ATLANTA (Reuters) - With Georgia’s famed Vidalia onions soon to hit grocery store shelves nationwide, the brand’s largest grower is celebrating a court victory against state regulators in a fight over when he can ship his sweet crop.
Georgia Agriculture Commissioner Gary Black exceeded his legal authority when he delayed this spring’s shipping date by several weeks to late April, a judge ruled last week. Black said the quality and appearance of the onions were sacrificed over the last several years by farmers rushing them to market.
Grower Delbert Bland, who produces more than a third of the country’s Vidalia onion crop, filed a lawsuit that argued farmers were best placed to decide when the crop was mature enough to harvest.
The state is reviewing the ruling by a Fulton County Superior Court judge before deciding whether to appeal, a spokeswoman for Georgia Attorney General Sam Olens said on Monday.
If Bland prevails in his suit, he and fellow onion farmers will be able to ship their crop earlier this year, said Bland’s lawyer, Michael Bowers. The crop is normally shipped from mid April to early fall.
“If they don’t appeal, our client will at some point in the near future start shipping onions,” said Bowers, a former Georgia attorney general.
The onions, known for their sweetness, are grown in only 20 south Georgia counties with the right weather conditions and low-sulphur soil.
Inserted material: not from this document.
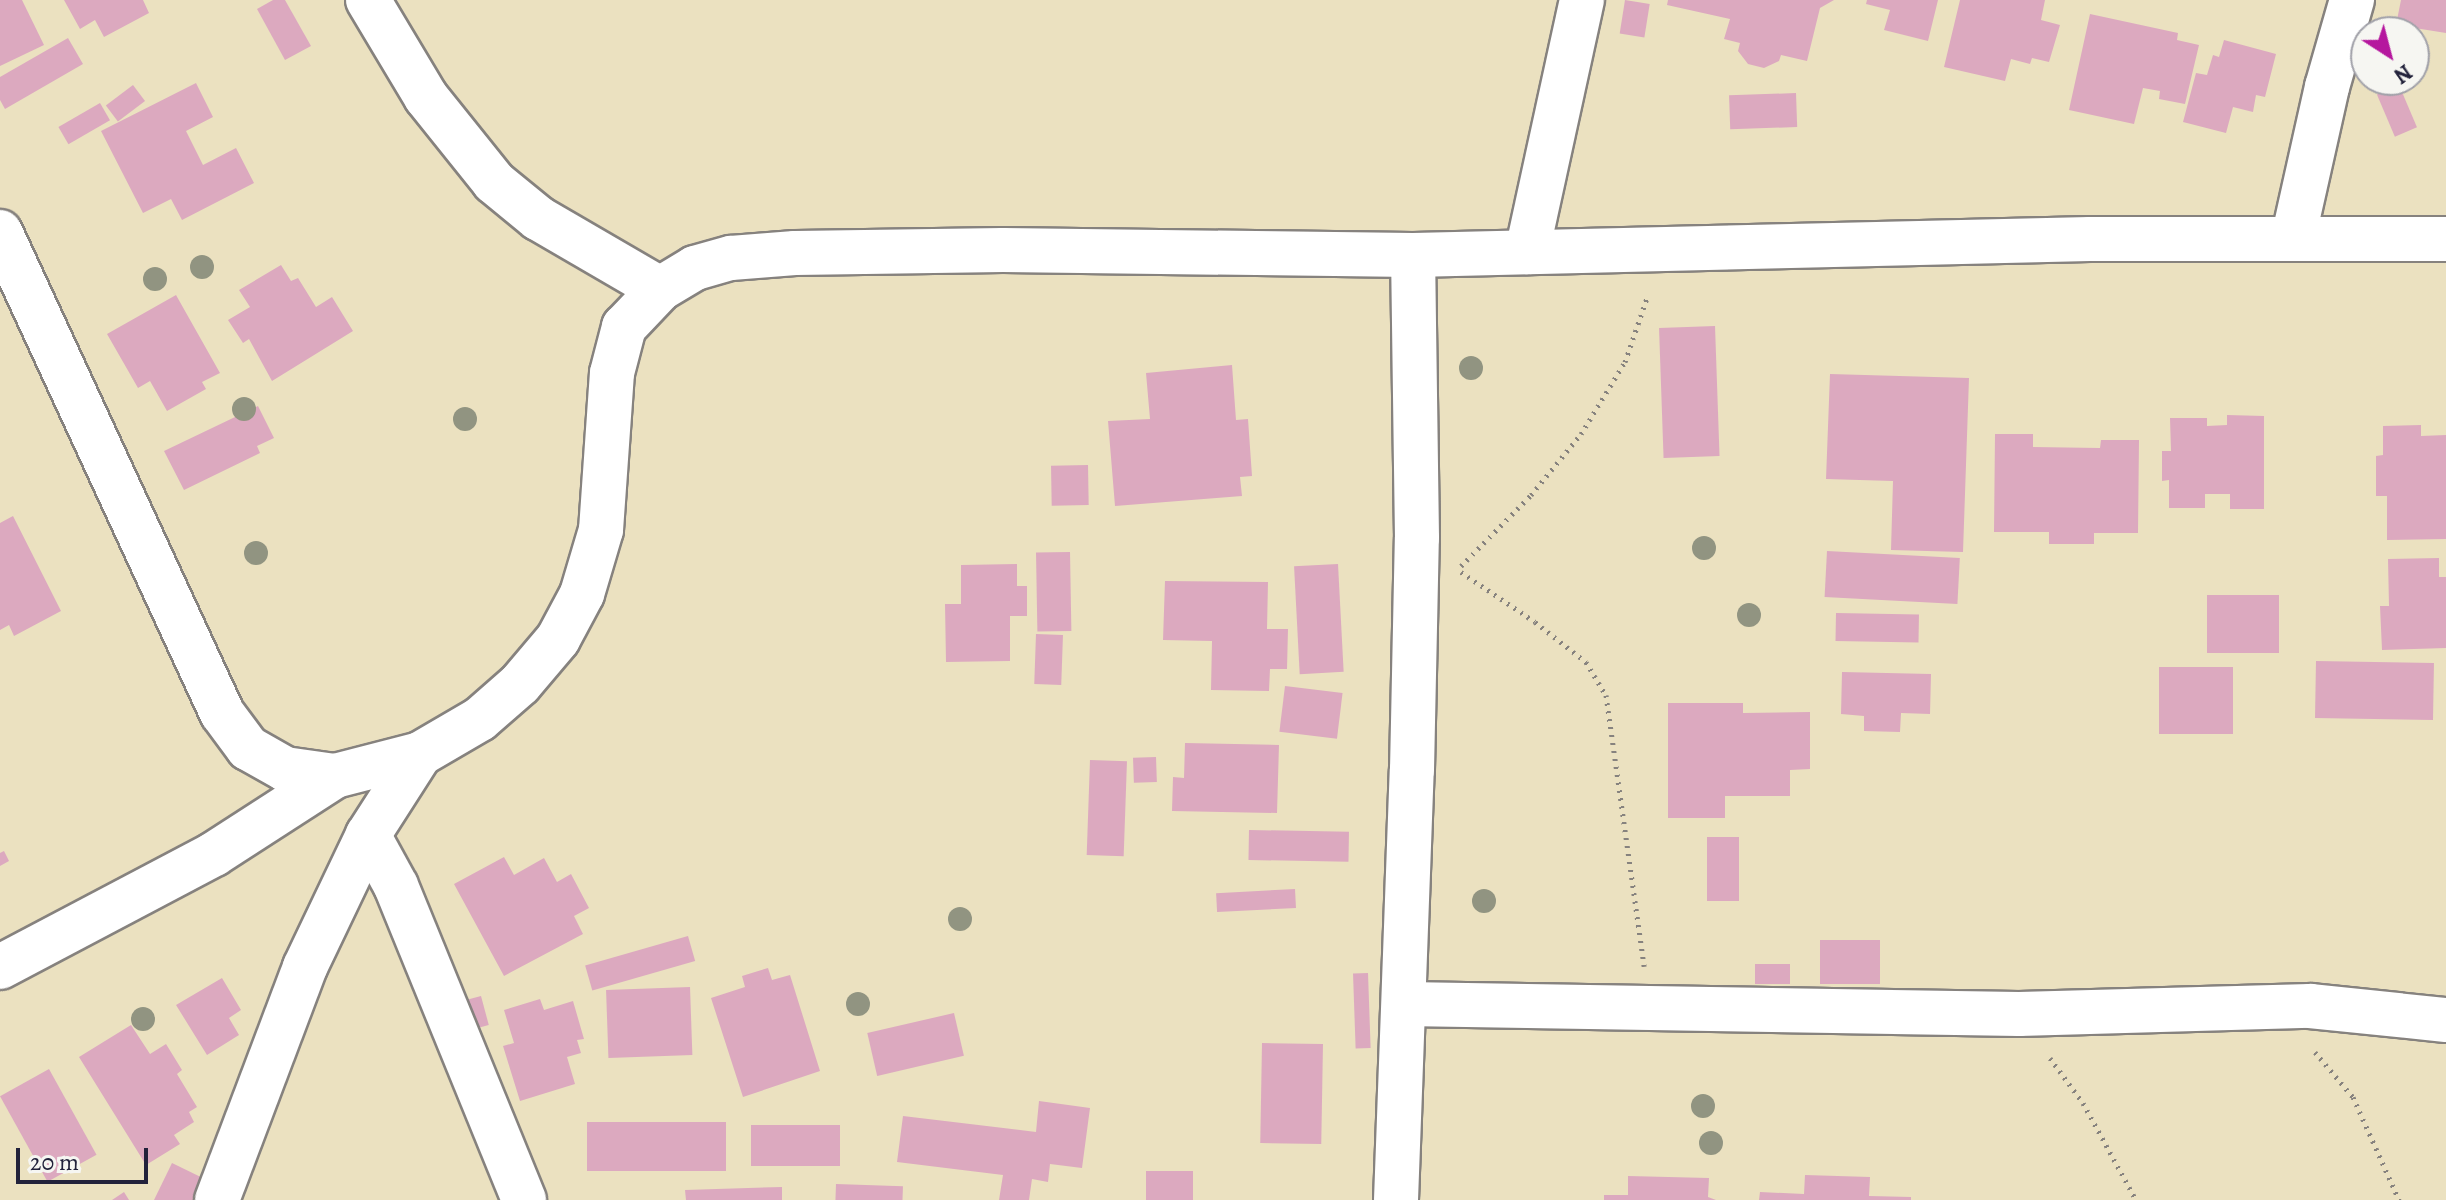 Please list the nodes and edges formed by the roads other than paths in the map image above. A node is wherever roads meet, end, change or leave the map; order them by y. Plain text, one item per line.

The onions, shipped to retailers nationwide, produce $150 million in revenue annually.
Although not all farmers opposed the later shipping date ordered by the state, all Vidalia growers will be able to ship earlier in the season if Bland wins, Bowers said.
Last year, after some onions were shipped during the first week of April, the quality was so bad that one northern grocery store chain told a Georgia grower not to bother sending anymore, according to Black.
Bland disagreed that the 2013 crop suffered any quality issues due to early shipping. He said the onions shipped early last year were better in appearance than those shipped later because a cold snap in April damaged some of the crop that had not yet been harvested.